**Information supplied**
....

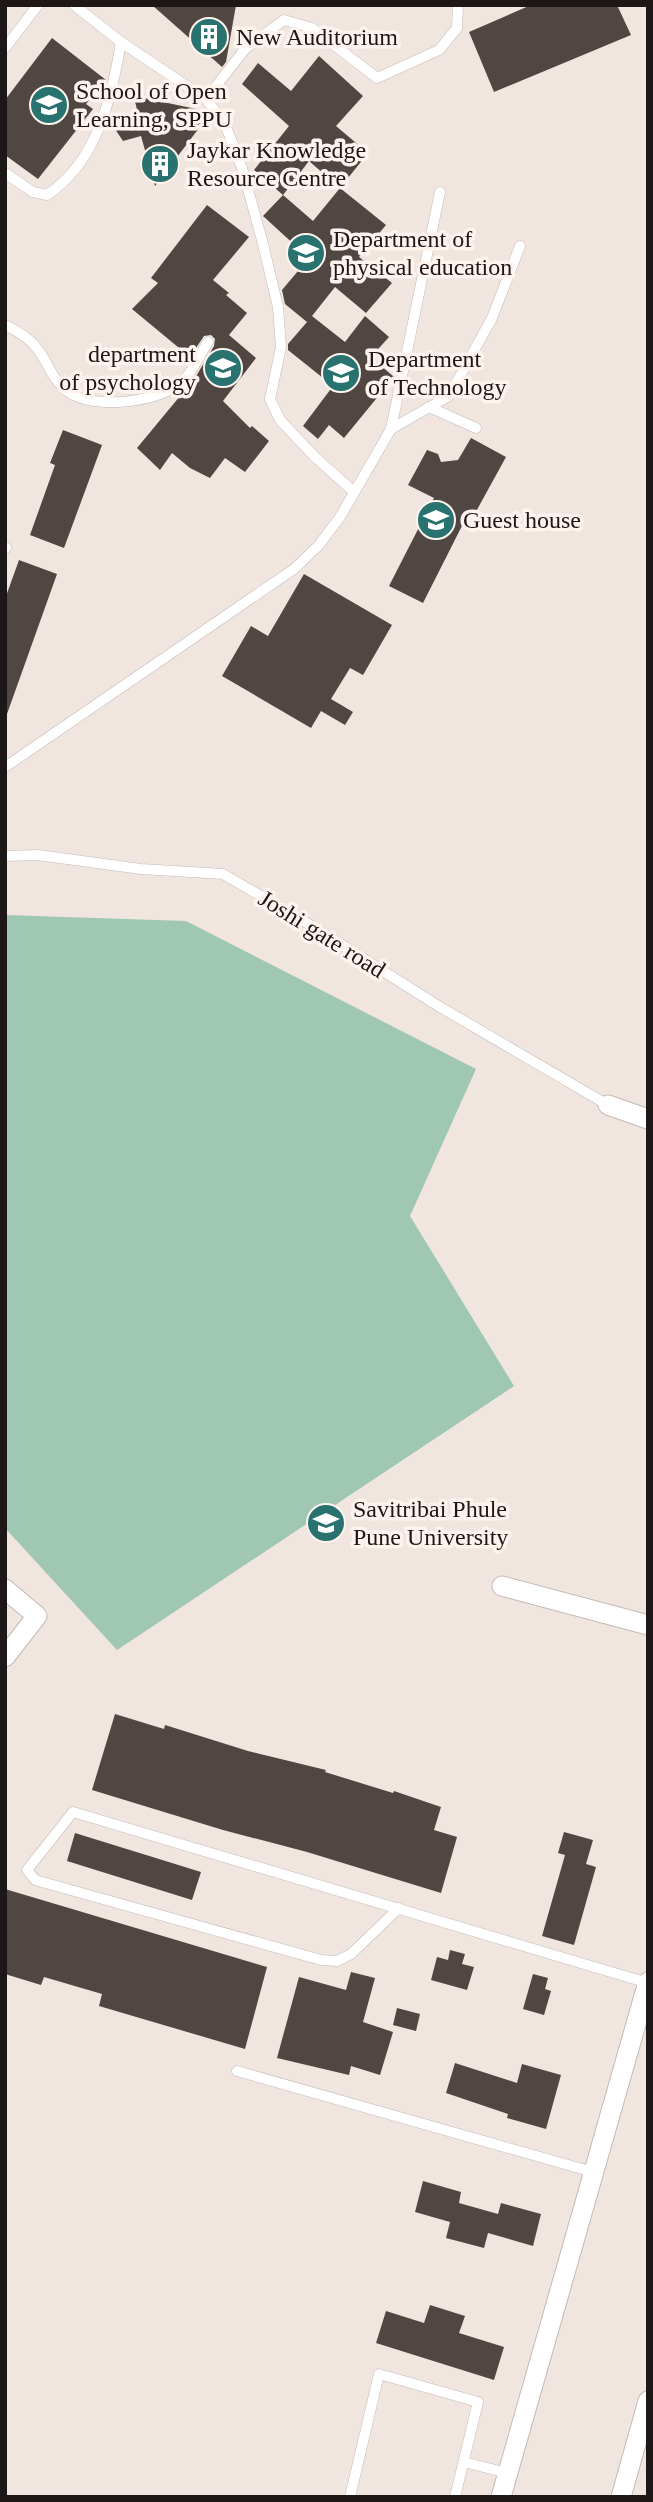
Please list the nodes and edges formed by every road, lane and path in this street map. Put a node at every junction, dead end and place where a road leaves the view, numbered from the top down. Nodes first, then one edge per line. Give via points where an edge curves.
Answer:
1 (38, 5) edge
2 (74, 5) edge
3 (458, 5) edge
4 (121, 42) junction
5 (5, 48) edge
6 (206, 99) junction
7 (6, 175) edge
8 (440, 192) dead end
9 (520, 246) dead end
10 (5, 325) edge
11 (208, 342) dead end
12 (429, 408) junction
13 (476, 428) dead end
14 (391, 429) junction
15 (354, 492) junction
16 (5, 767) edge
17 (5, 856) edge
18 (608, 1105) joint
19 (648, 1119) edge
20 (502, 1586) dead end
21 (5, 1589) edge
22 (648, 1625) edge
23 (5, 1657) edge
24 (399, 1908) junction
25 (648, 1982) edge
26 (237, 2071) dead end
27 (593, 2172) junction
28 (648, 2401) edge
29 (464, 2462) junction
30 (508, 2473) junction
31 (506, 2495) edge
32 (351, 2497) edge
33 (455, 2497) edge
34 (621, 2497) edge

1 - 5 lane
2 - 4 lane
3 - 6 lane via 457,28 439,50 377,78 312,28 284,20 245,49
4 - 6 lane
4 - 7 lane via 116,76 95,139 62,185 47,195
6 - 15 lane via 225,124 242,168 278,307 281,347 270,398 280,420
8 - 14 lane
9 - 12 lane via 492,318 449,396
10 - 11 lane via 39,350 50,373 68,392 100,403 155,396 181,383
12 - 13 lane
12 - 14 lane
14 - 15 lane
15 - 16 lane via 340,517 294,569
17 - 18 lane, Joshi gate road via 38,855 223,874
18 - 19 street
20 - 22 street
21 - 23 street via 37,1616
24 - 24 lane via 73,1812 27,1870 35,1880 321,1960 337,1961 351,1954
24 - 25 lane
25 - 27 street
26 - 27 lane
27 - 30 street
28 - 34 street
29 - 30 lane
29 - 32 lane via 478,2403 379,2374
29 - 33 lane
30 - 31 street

....

**Task objective**
All the records need to be printed again exactly as written, though without their pictures.

**Completed exercise**
Please list the nodes and edges formed by every road, lane and path in this street map. Put a node at every junction, dead end and place where a road leaves the view, numbered from the top down. Nodes first, then one edge per line. Give via points where an edge curves.
Answer:
1 (38, 5) edge
2 (74, 5) edge
3 (458, 5) edge
4 (121, 42) junction
5 (5, 48) edge
6 (206, 99) junction
7 (6, 175) edge
8 (440, 192) dead end
9 (520, 246) dead end
10 (5, 325) edge
11 (208, 342) dead end
12 (429, 408) junction
13 (476, 428) dead end
14 (391, 429) junction
15 (354, 492) junction
16 (5, 767) edge
17 (5, 856) edge
18 (608, 1105) joint
19 (648, 1119) edge
20 (502, 1586) dead end
21 (5, 1589) edge
22 (648, 1625) edge
23 (5, 1657) edge
24 (399, 1908) junction
25 (648, 1982) edge
26 (237, 2071) dead end
27 (593, 2172) junction
28 (648, 2401) edge
29 (464, 2462) junction
30 (508, 2473) junction
31 (506, 2495) edge
32 (351, 2497) edge
33 (455, 2497) edge
34 (621, 2497) edge

1 - 5 lane
2 - 4 lane
3 - 6 lane via 457,28 439,50 377,78 312,28 284,20 245,49
4 - 6 lane
4 - 7 lane via 116,76 95,139 62,185 47,195
6 - 15 lane via 225,124 242,168 278,307 281,347 270,398 280,420
8 - 14 lane
9 - 12 lane via 492,318 449,396
10 - 11 lane via 39,350 50,373 68,392 100,403 155,396 181,383
12 - 13 lane
12 - 14 lane
14 - 15 lane
15 - 16 lane via 340,517 294,569
17 - 18 lane, Joshi gate road via 38,855 223,874
18 - 19 street
20 - 22 street
21 - 23 street via 37,1616
24 - 24 lane via 73,1812 27,1870 35,1880 321,1960 337,1961 351,1954
24 - 25 lane
25 - 27 street
26 - 27 lane
27 - 30 street
28 - 34 street
29 - 30 lane
29 - 32 lane via 478,2403 379,2374
29 - 33 lane
30 - 31 street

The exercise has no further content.